For many years, my first discipline was liturgy and music, and I was fortunate to work for and with some of the pioneers of the Second Vatican Council, particularly Fr. Lucien Deiss. That background has given me a solid foundation for work in interreligious dialogue, and, of course, music has been an amazing bridge between peoples and cultures. I have written and recorded many songs based on texts and/or music of these various traditions and cultures.
 
When Fr. William and Abbot Gregory asked me to take on this position it occurred to me that it would cover almost everything I love and feel called to do: writing, retreat work, as well as music.
 
I have been told that interest in this dialogue has diminished in the Church over the last few years. I’m sad to hear that, but I consider it a challenge, because, as the Holy Father has pointed out, dialogue seems to me to be not only the most beautiful face of the church but so vital to world peace. And of course, there is something specific that we monks bring to this work––a spiritual depth and an ascetical life built on prayer, meditation, and closeness to Scripture.
 
Two phrases of Raimon Panikkar serve me as a kind of theme regarding all of this. He insists that we are not looking for the unity of religions so much as we are looking for harmony between religions. And the other phrase that I believe comes from him is, “well-worn paths between huts.” We don’t necessarily need more seminars, lectures, and conferences: we need to beat paths of friendship between people and peoples. In my understanding, this is what the original mandate from the Vatican to us was.

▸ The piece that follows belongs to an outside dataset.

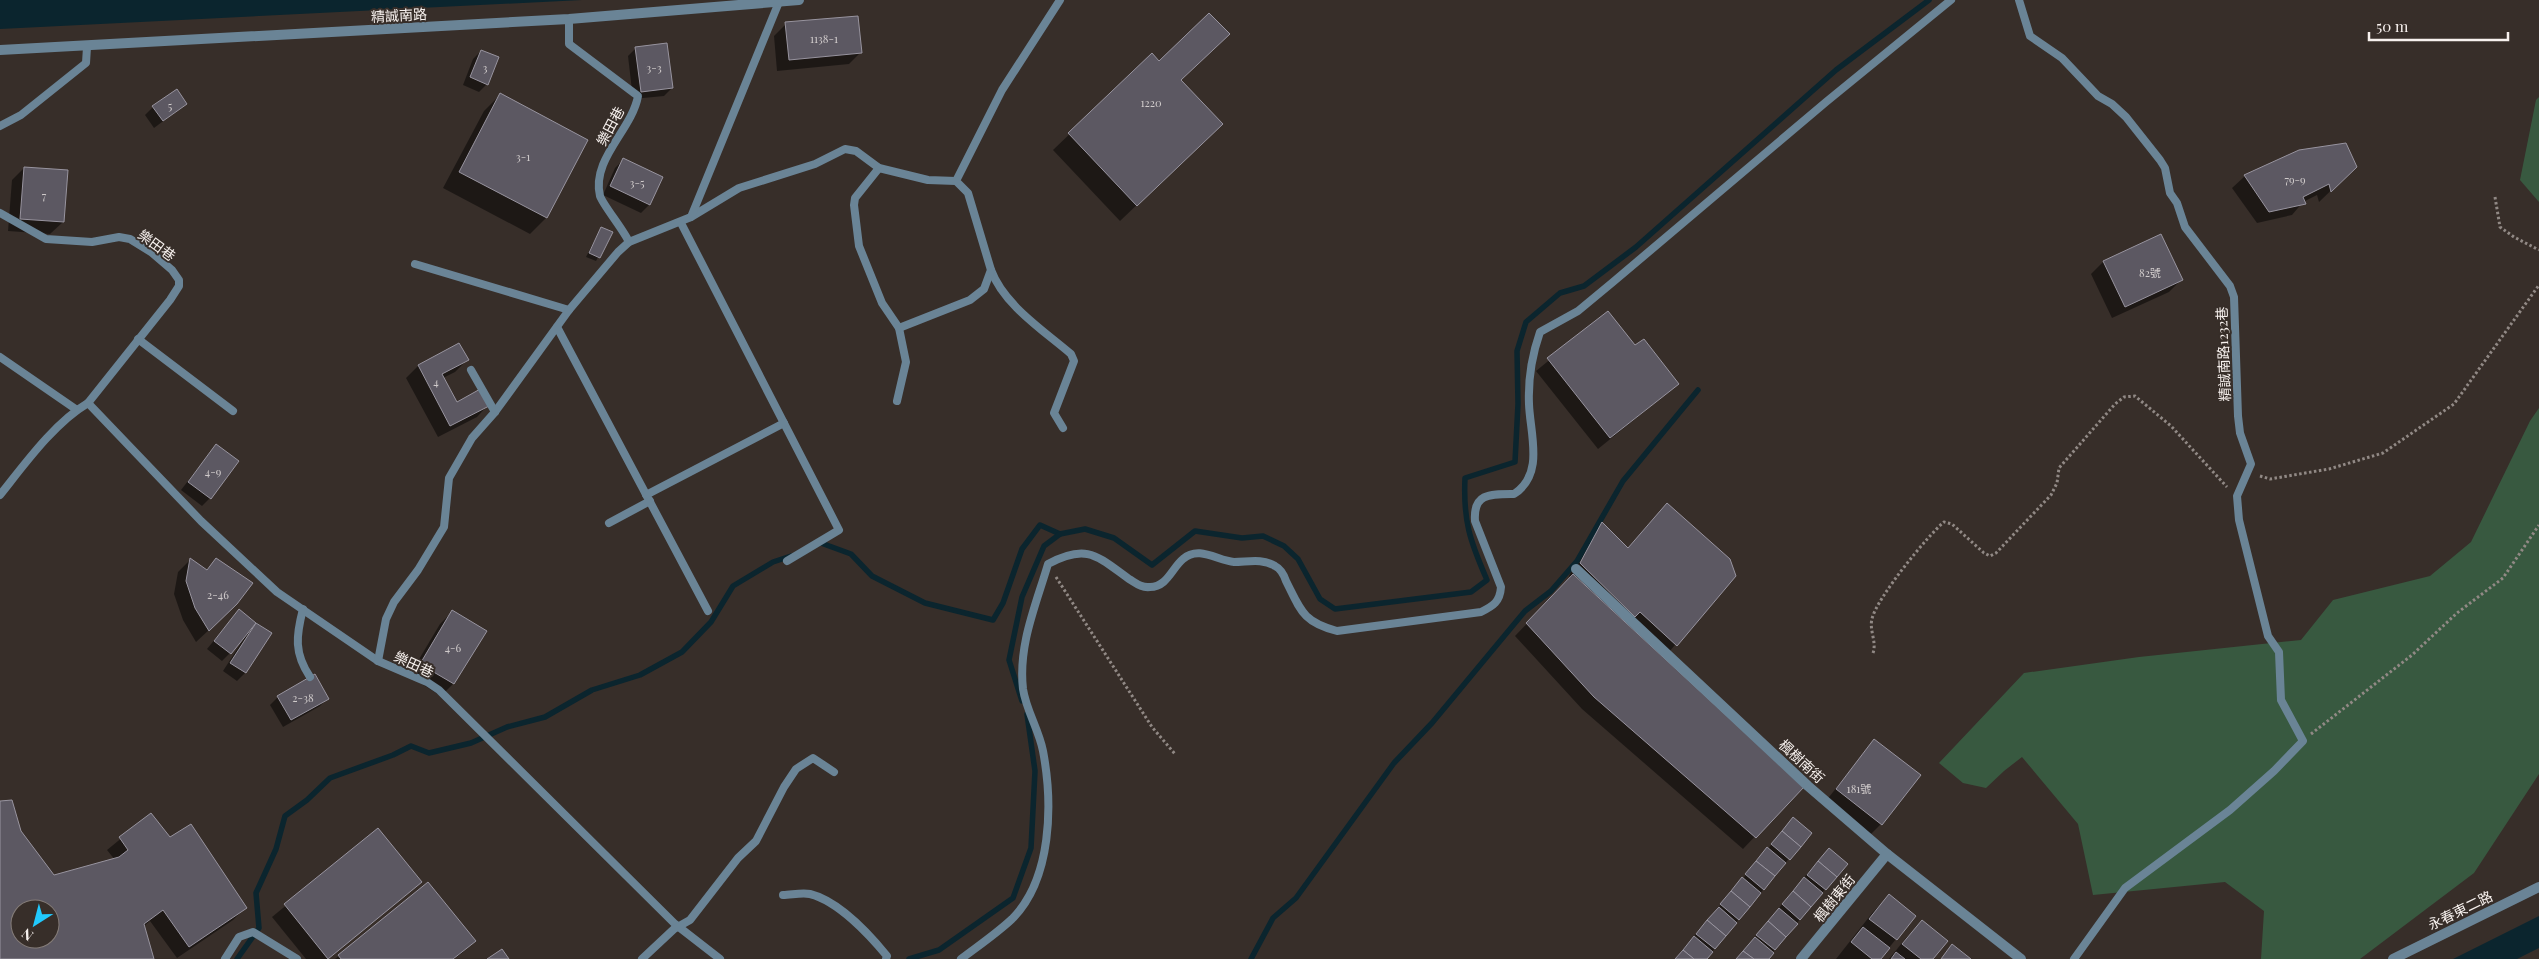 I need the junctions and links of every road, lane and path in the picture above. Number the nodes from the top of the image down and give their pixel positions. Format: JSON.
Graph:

We Camaldolese also received a special mandate from John Paul II. On his visit to the Sacro Eremo in 1993 he urged us to continue the work we were already engaged in in this field. So, needless to say, I thank William for his many years of service, and him and Abbot Gregory for their confidence in me; and I am honored and humbled to try to be that face of Christian monasticism to the world so in need of this friendship, in the name of Jesus the Lord.